Recently I attended Jeffrey Richter\'s training courses about .NET. He mentions one strategy of coding \"Dying is awesome\". That is, don\'t write \"catch (Exception ex)\" e
Awesome answers here already, especially by Simucal. I just want to add a point:
Offensive programming is excellent for debugging. In my experience, "fail early, fail often" can be thought of as like setting traps for bugs in your code. When something goes awry--whether it's a memory leak, memory stomp, unexpected NULL, etc.--it's generally much easier to see the problem if the program fails immediately (with associated debugging data such as a callstack).
Defensive programming is excellent for production environments. Once your application has shipped, you may not want your end-users to ever see a nice little dialog saying "unhandled exception at foo()." That might be great if your app is in beta and you're still gathering debug info, but if you're shipping a stable app you might simply want to not bother the user with cryptic output in the rare case that something does fail.
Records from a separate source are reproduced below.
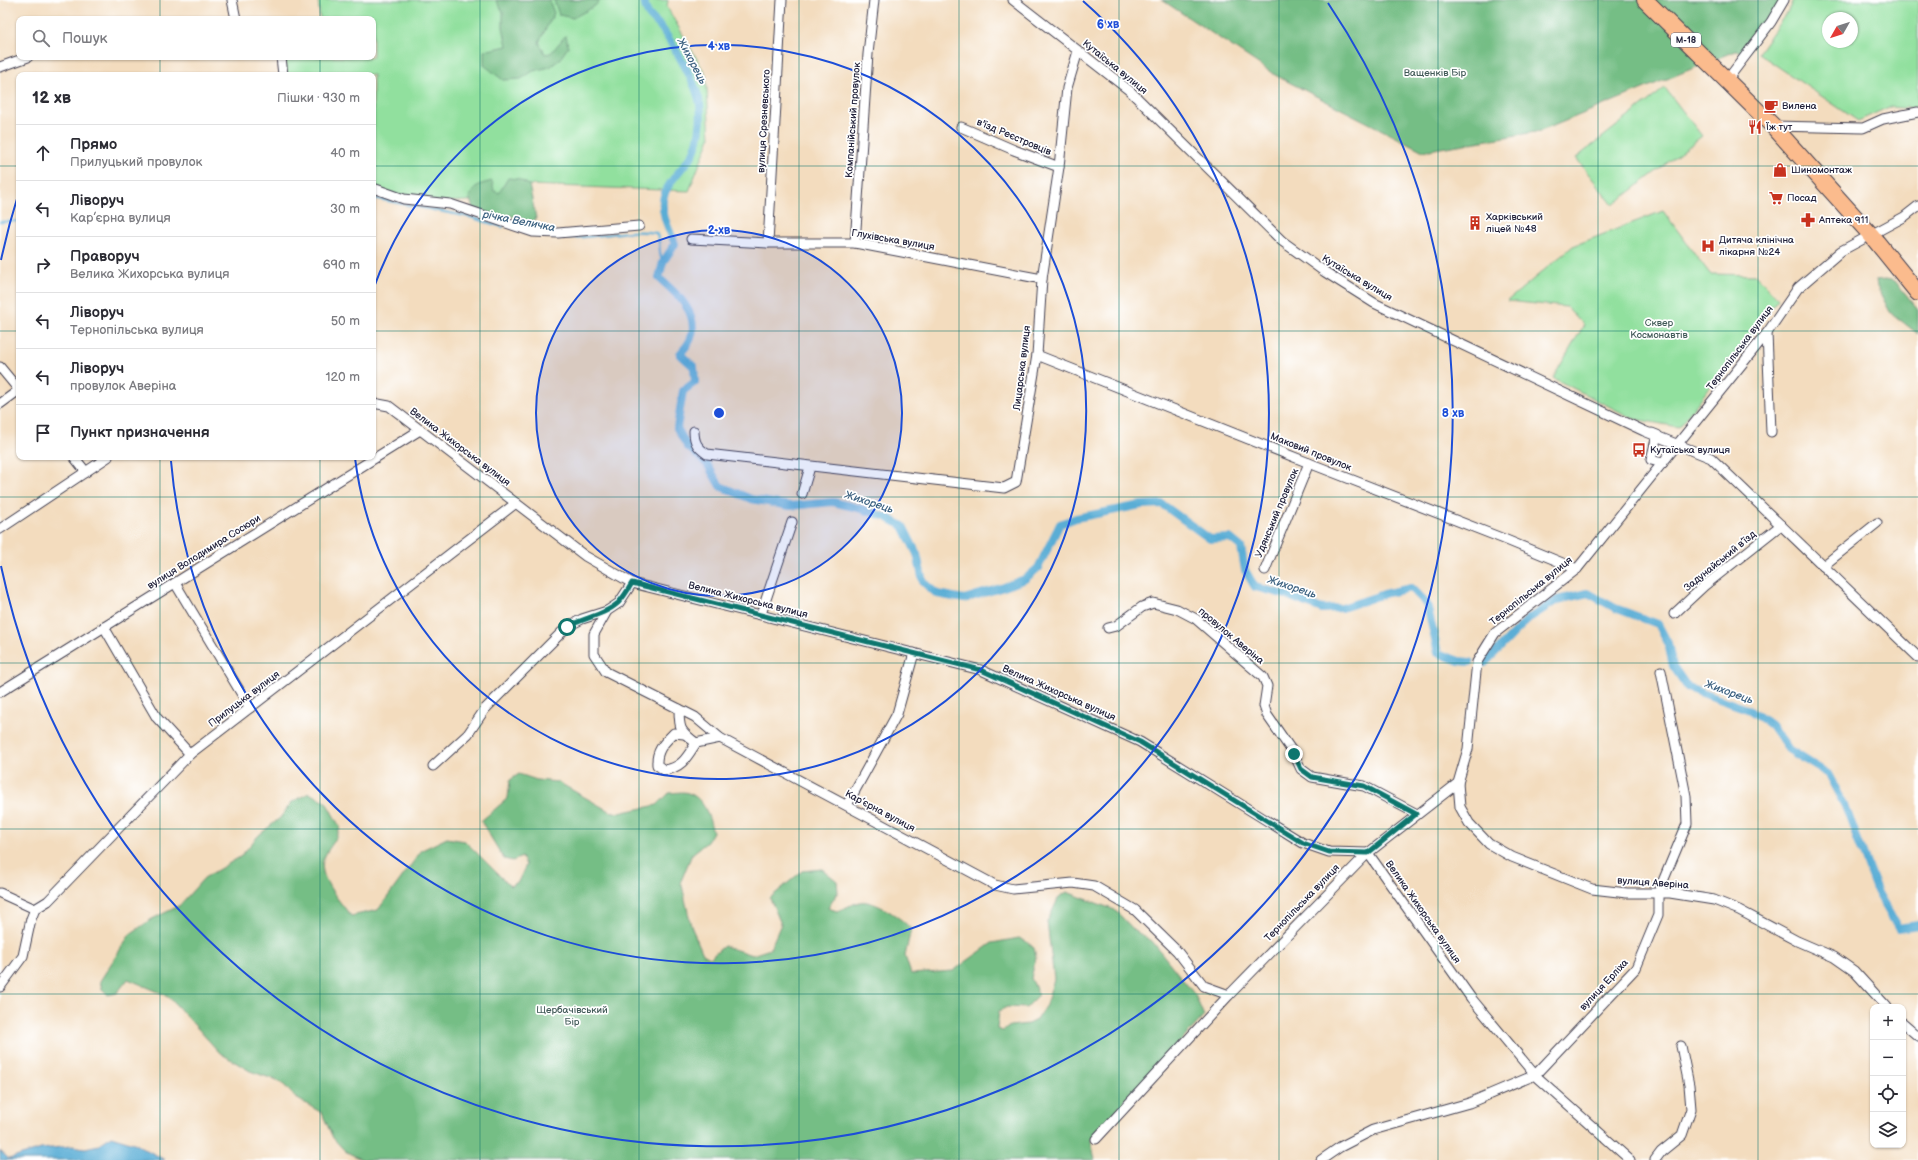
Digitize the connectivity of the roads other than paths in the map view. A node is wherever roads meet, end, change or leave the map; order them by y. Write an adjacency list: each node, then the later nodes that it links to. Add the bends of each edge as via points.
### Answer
1 (232, 0): 7 (street)
2 (782, 0): 24 (street, вулиця Срезневського)
3 (874, 0): 23 (street, Компанійський провулок)
4 (1013, 0): 8 (street, Кутаїська вулиця)
5 (1645, 0): 13 (highway, М-18)
6 (1784, 0): 13 (street, via 1771,22)
7 (235, 16)
8 (1078, 51): 17 (street, Лицарська вулиця, via 1067,88); 36 (street, Кутаїська вулиця, via 1130,91 1282,241 1325,272 1374,303)
9 (20, 60): 11 (street)
10 (281, 60): 12 (street)
11 (0, 67)
12 (283, 72)
13 (1727, 80): 15 (highway, М-18)
14 (1918, 112): 15 (street, via 1884,119 1863,128)
15 (1773, 126): 21 (highway, М-18)
16 (961, 127): 17 (street, в'їзд Реєстровців)
17 (1059, 167): 25 (street, Лицарська вулиця)
18 (376, 189): 20 (street, via 404,199 450,204 533,232 558,233)
19 (1918, 206): 21 (street, Тернопільська вулиця, via 1904,218)
20 (640, 226)
21 (1871, 235): 26 (highway, М-18); 27 (street, Тернопільська вулиця, via 1840,250 1798,288)
22 (691, 239): 24 (street, Глухівська вулиця)
23 (855, 242): 24 (street, Глухівська вулиця); 25 (street, Глухівська вулиця)
24 (768, 243)
25 (1042, 278): 28 (street, Лицарська вулиця)
26 (1918, 293)
27 (1767, 333): 37 (street); 38 (street, Тернопільська вулиця)
28 (1037, 355): 44 (street, Маковий провулок); 45 (street, Лицарська вулиця, via 1016,482 1004,488)
29 (0, 367): 30 (street)
30 (16, 386)
31 (16, 392): 32 (street)
32 (0, 404)
33 (376, 404): 34 (street, Велика Жихорська вулиця, via 389,406)
34 (420, 430): 39 (street, вулиця Володимира Сосюри); 48 (street, Велика Жихорська вулиця)
35 (694, 431): 45 (street, Лицарська вулиця, via 698,448 707,454)
36 (1649, 432): 38 (street, Кутаїська вулиця); 43 (street, via 1656,435 1651,460)
37 (1771, 432)
38 (1679, 444): 43 (street, Тернопільська вулиця); 51 (street, Кутаїська вулиця, via 1711,458)
39 (376, 457)
40 (76, 460): 46 (street)
41 (104, 460): 46 (street)
42 (372, 460): 56 (street, вулиця Володимира Сосюри)
43 (1663, 463): 55 (street, Тернопільська вулиця)
44 (1309, 464): 54 (street, Удянський провулок); 55 (street, Маковий провулок)
45 (810, 467): 47 (street)
46 (86, 472): 52 (street)
47 (802, 494)
48 (516, 503): 57 (street, Велика Жихорська вулиця, via 585,556); 67 (street, Прилуцька вулиця)
49 (792, 522): 59 (street)
50 (1877, 523): 53 (street)
51 (1781, 525): 53 (street, Кутаїська вулиця); 60 (street, Задунайський в’їзд, via 1704,586)
52 (0, 529)
53 (1823, 566): 64 (street, Кутаїська вулиця)
54 (1265, 570)
55 (1578, 570): 74 (street, Тернопільська вулиця, via 1495,633 1477,662 1468,749)
56 (175, 583): 61 (street, вулиця Володимира Сосюри); 67 (street)
57 (632, 583): 58 (street, Кар’єрна вулиця, via 618,603); 59 (street, Велика Жихорська вулиця)
58 (607, 611): 68 (street, Кар’єрна вулиця, via 594,634 594,654 606,672); 73 (street, via 567,627 485,709 468,734)
59 (761, 614): 63 (street, Велика Жихорська вулиця)
60 (1674, 614)
61 (104, 627): 66 (street, вулиця Володимира Сосюри); 72 (street, via 158,718)
62 (1108, 628): 76 (street, провулок Аверіна, via 1116,626 1142,607 1153,603 1177,609 1196,619 1262,676 1267,686 1264,706 1267,715 1294,754 1301,769 1312,777 1364,786)
63 (914, 653): 75 (street, via 897,714); 77 (street, Велика Жихорська вулиця, via 981,670 1140,742 1303,843 1329,852)
64 (1918, 657)
65 (1661, 671): 79 (street, вулиця Ерліха, via 1686,796 1687,824)
66 (0, 692)
67 (250, 708): 72 (street, Прилуцька вулиця)
68 (679, 709): 69 (street, via 679,726); 70 (street, Кар’єрна вулиця, via 695,717)
69 (684, 734): 71 (street); 71 (street, via 674,733 663,744 656,755 657,765 664,770 683,763)
70 (720, 738): 71 (street); 75 (street, Кар’єрна вулиця)
71 (696, 743)
72 (190, 754): 80 (street, Прилуцька вулиця, via 48,901)
73 (433, 766)
74 (1458, 783): 76 (street, Тернопільська вулиця); 79 (street, вулиця Аверіна, via 1460,807 1469,823 1488,844 1512,857 1592,889)
75 (847, 805): 82 (street, Кар’єрна вулиця, via 995,885 1013,889 1073,884 1094,886 1135,910 1177,951 1204,986)
76 (1416, 814): 77 (street, Тернопільська вулиця)
77 (1368, 853): 82 (street, Тернопільська вулиця); 87 (street, Велика Жихорська вулиця, via 1471,998)
78 (0, 893): 80 (street)
79 (1658, 893): 83 (street, вулиця Аверіна, via 1714,900 1739,910 1797,941 1834,957 1854,971); 87 (street, вулиця Ерліха, via 1658,915 1636,968)
80 (35, 909): 81 (street, via 23,956)
81 (0, 988)
82 (1229, 995): 88 (street, Тернопільська вулиця)
83 (1884, 1004)
84 (1906, 1026): 85 (street)
85 (1918, 1036)
86 (1681, 1046): 91 (street, via 1690,1085 1691,1109 1682,1135)
87 (1534, 1075): 89 (street, вулиця Ерліха, via 1469,1103 1373,1130); 90 (street, Велика Жихорська вулиця)
88 (1096, 1139)
89 (1321, 1160)
90 (1630, 1160)
91 (1655, 1160)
Sometimes you can have it both ways. I've often wrote C code along the following lines:
void foo(char* data) {
ASSERT(data);
if (!data) { return; }
// ... work with data
}
If this code is compiled in a test environment, the assert statement traps the error condition. If it is compiled in a production environment, the assert is removed by the pre-processor and foo() fails silently.
Exceptions are more expressive and flexible than asserts, and there are various ways to manage them such that an app fails early in a test environment and chugs along while logging errors in a production environment. Depending on the type of project, this sort of design may make sense for you.
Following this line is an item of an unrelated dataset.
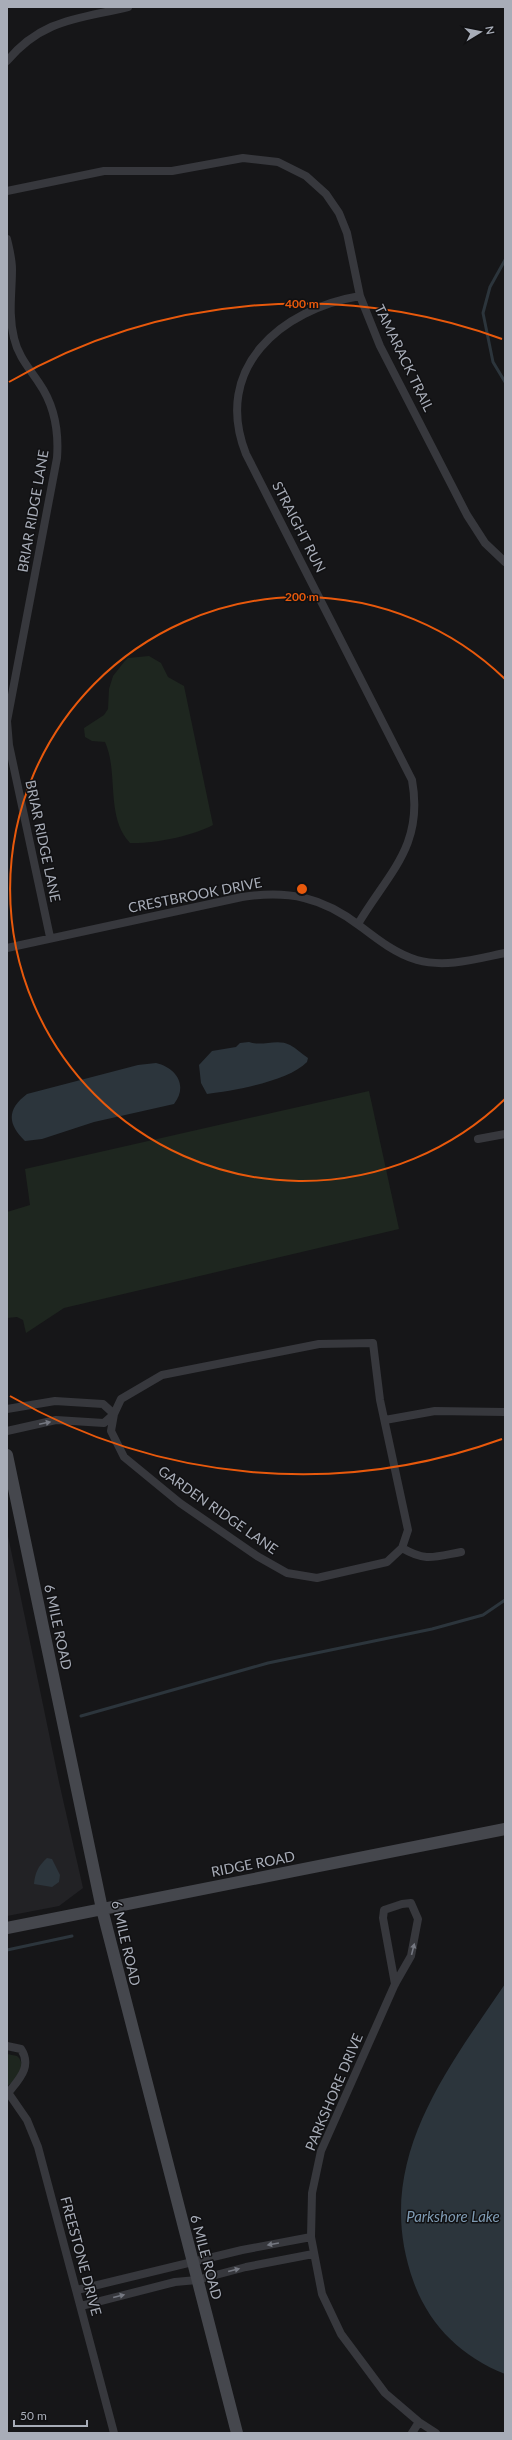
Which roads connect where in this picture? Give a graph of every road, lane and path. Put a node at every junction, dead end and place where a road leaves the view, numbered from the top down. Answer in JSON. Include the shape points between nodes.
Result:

I say you should always have a root exception catcher... Especially if you can fit some kind of information in the exception saying what went wrong, a code or something and print it out to the user. Then, the user can always ask you(or support or whatever) what went wrong and provide some info.. rather than "it crashed with a protection fault"
This is very microsoft.
MS want you to throw all unhandled exceptions to WER. (Windows error reporting, its the dialog you get to send your error to microsoft when an app crashes)
That way you get usage metrics and can focus on the key unhandled exceptions which are causing customers grief. I believe the idea is it forces you to think about where the exceptions will come from.
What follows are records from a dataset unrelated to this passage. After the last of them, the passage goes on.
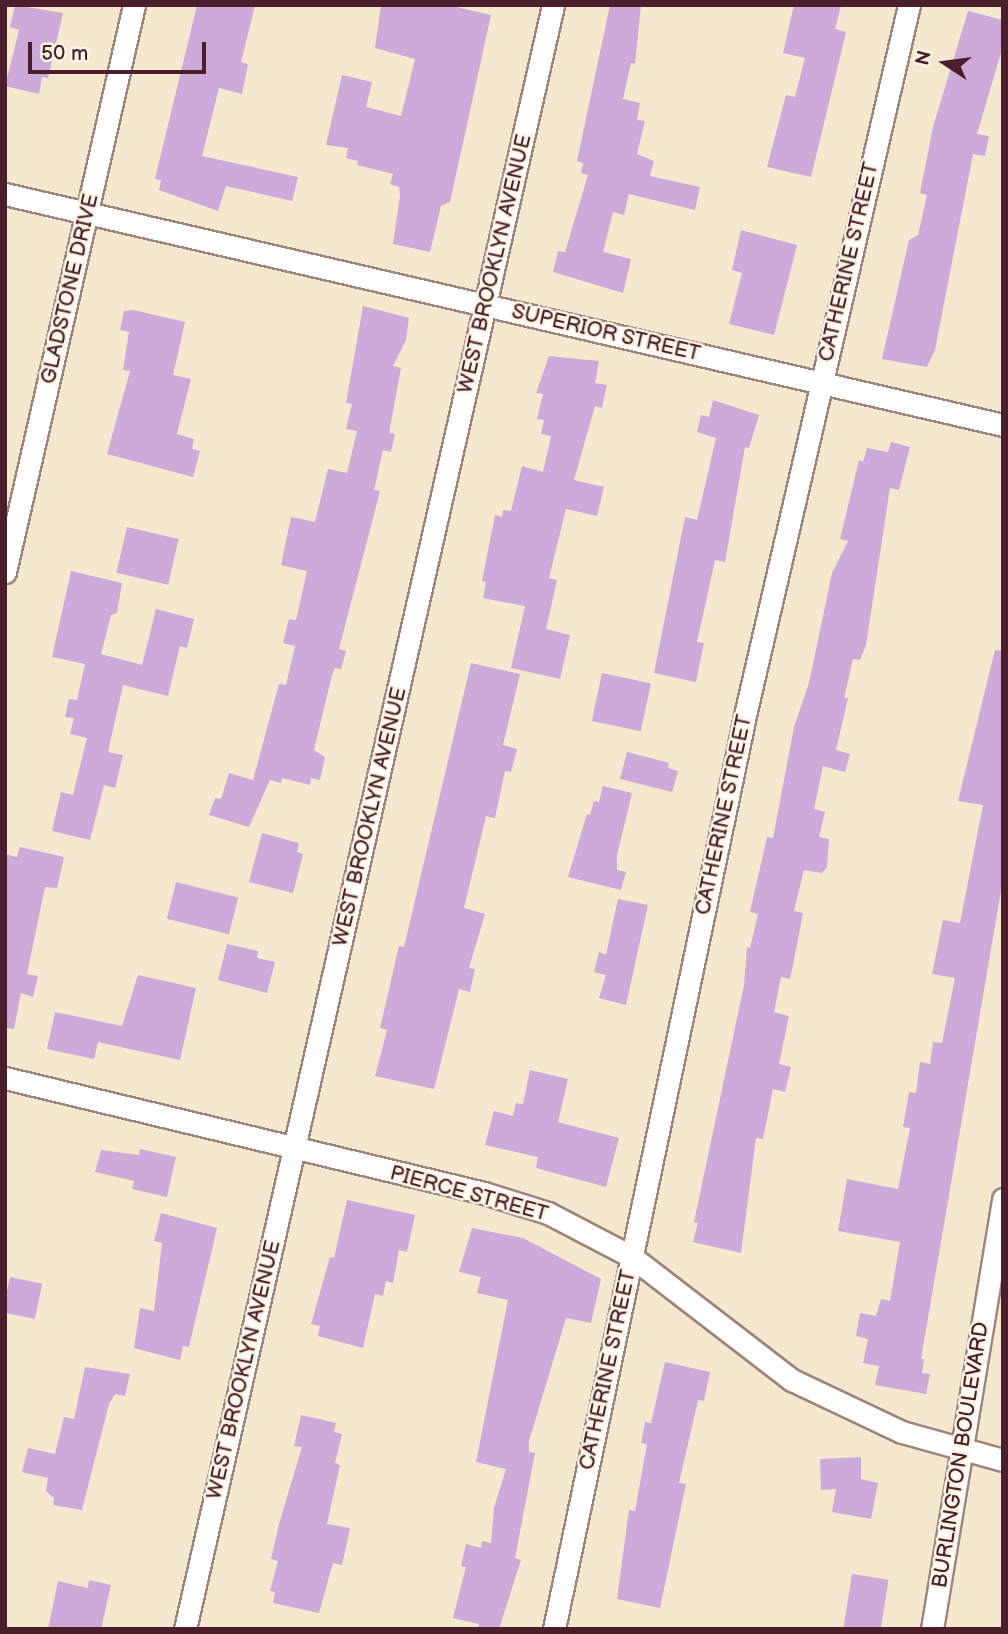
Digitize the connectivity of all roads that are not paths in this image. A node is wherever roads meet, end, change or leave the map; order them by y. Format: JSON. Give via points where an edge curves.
{"nodes":[{"id":1,"x":134,"y":5,"type":"edge"},
{"id":2,"x":553,"y":5,"type":"edge"},
{"id":3,"x":909,"y":5,"type":"edge"},
{"id":4,"x":5,"y":194,"type":"edge"},
{"id":5,"x":87,"y":213,"type":"junction"},
{"id":6,"x":486,"y":304,"type":"junction"},
{"id":7,"x":821,"y":383,"type":"junction"},
{"id":8,"x":1003,"y":425,"type":"edge"},
{"id":9,"x":5,"y":572,"type":"edge"},
{"id":10,"x":5,"y":1078,"type":"edge"},
{"id":11,"x":294,"y":1150,"type":"junction"},
{"id":12,"x":1003,"y":1199,"type":"edge"},
{"id":13,"x":632,"y":1257,"type":"junction"},
{"id":14,"x":962,"y":1451,"type":"junction"},
{"id":15,"x":1003,"y":1460,"type":"edge"},
{"id":16,"x":185,"y":1629,"type":"edge"},
{"id":17,"x":554,"y":1629,"type":"edge"},
{"id":18,"x":932,"y":1629,"type":"edge"}],
"edges":[{"from":1,"to":5,"type":"street","name":"GLADSTONE DRIVE"},
{"from":2,"to":6,"type":"street","name":"WEST BROOKLYN AVENUE"},
{"from":3,"to":7,"type":"street","name":"CATHERINE STREET"},
{"from":4,"to":5,"type":"street","name":"SUPERIOR STREET"},
{"from":5,"to":6,"type":"street","name":"SUPERIOR STREET"},
{"from":5,"to":9,"type":"street","name":"GLADSTONE DRIVE"},
{"from":6,"to":7,"type":"street","name":"SUPERIOR STREET"},
{"from":6,"to":11,"type":"street","name":"WEST BROOKLYN AVENUE"},
{"from":7,"to":8,"type":"street","name":"SUPERIOR STREET"},
{"from":7,"to":13,"type":"street","name":"CATHERINE STREET","via":[[746,711]]},
{"from":10,"to":11,"type":"street","name":"PIERCE STREET"},
{"from":11,"to":13,"type":"street","name":"PIERCE STREET","via":[[484,1193],[548,1213]]},
{"from":11,"to":16,"type":"street","name":"WEST BROOKLYN AVENUE"},
{"from":12,"to":14,"type":"street","name":"BURLINGTON BOULEVARD"},
{"from":13,"to":14,"type":"street","name":"PIERCE STREET","via":[[792,1381],[852,1411]]},
{"from":13,"to":17,"type":"street","name":"CATHERINE STREET"},
{"from":14,"to":15,"type":"street","name":"PIERCE STREET"},
{"from":14,"to":18,"type":"street","name":"BURLINGTON BOULEVARD"}]}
But I wholeheartedly agree with you. Even if you rethrow after, you would always catch an unhandled at the root, log what happened. The only problem with this is if your unhandled ex is an out of memory in which case your call to log could fail as the JIT can't allocate any more memory etc. I think C++ programs deal with this by taking a bubble of memory, releasing it on an unhandled exception and then running a very tight log routine to try and fail gracefully.
The problem with having try catch around everything is that you often end up 'handling' things that you don't know how to recover from. The user gets a false impression that things are going fine, but internally you turn to swiss cheese and eventually break in really strange ways.
On the other hand, throwing the exception up to the user isn't all that helpful when they don't have some way of reporting it too you
If your providing a service library and it's run in process, if your service messes with the overall server messing up memory or settings and such, then perhaps the server will realy need to shut down when the exception is raised.
By contract APIs will tend to provide a way to say 'can I do this' and then a way to 'do it', and many APIs like the MS file open will allow you to change between raising an exception and returning an error code.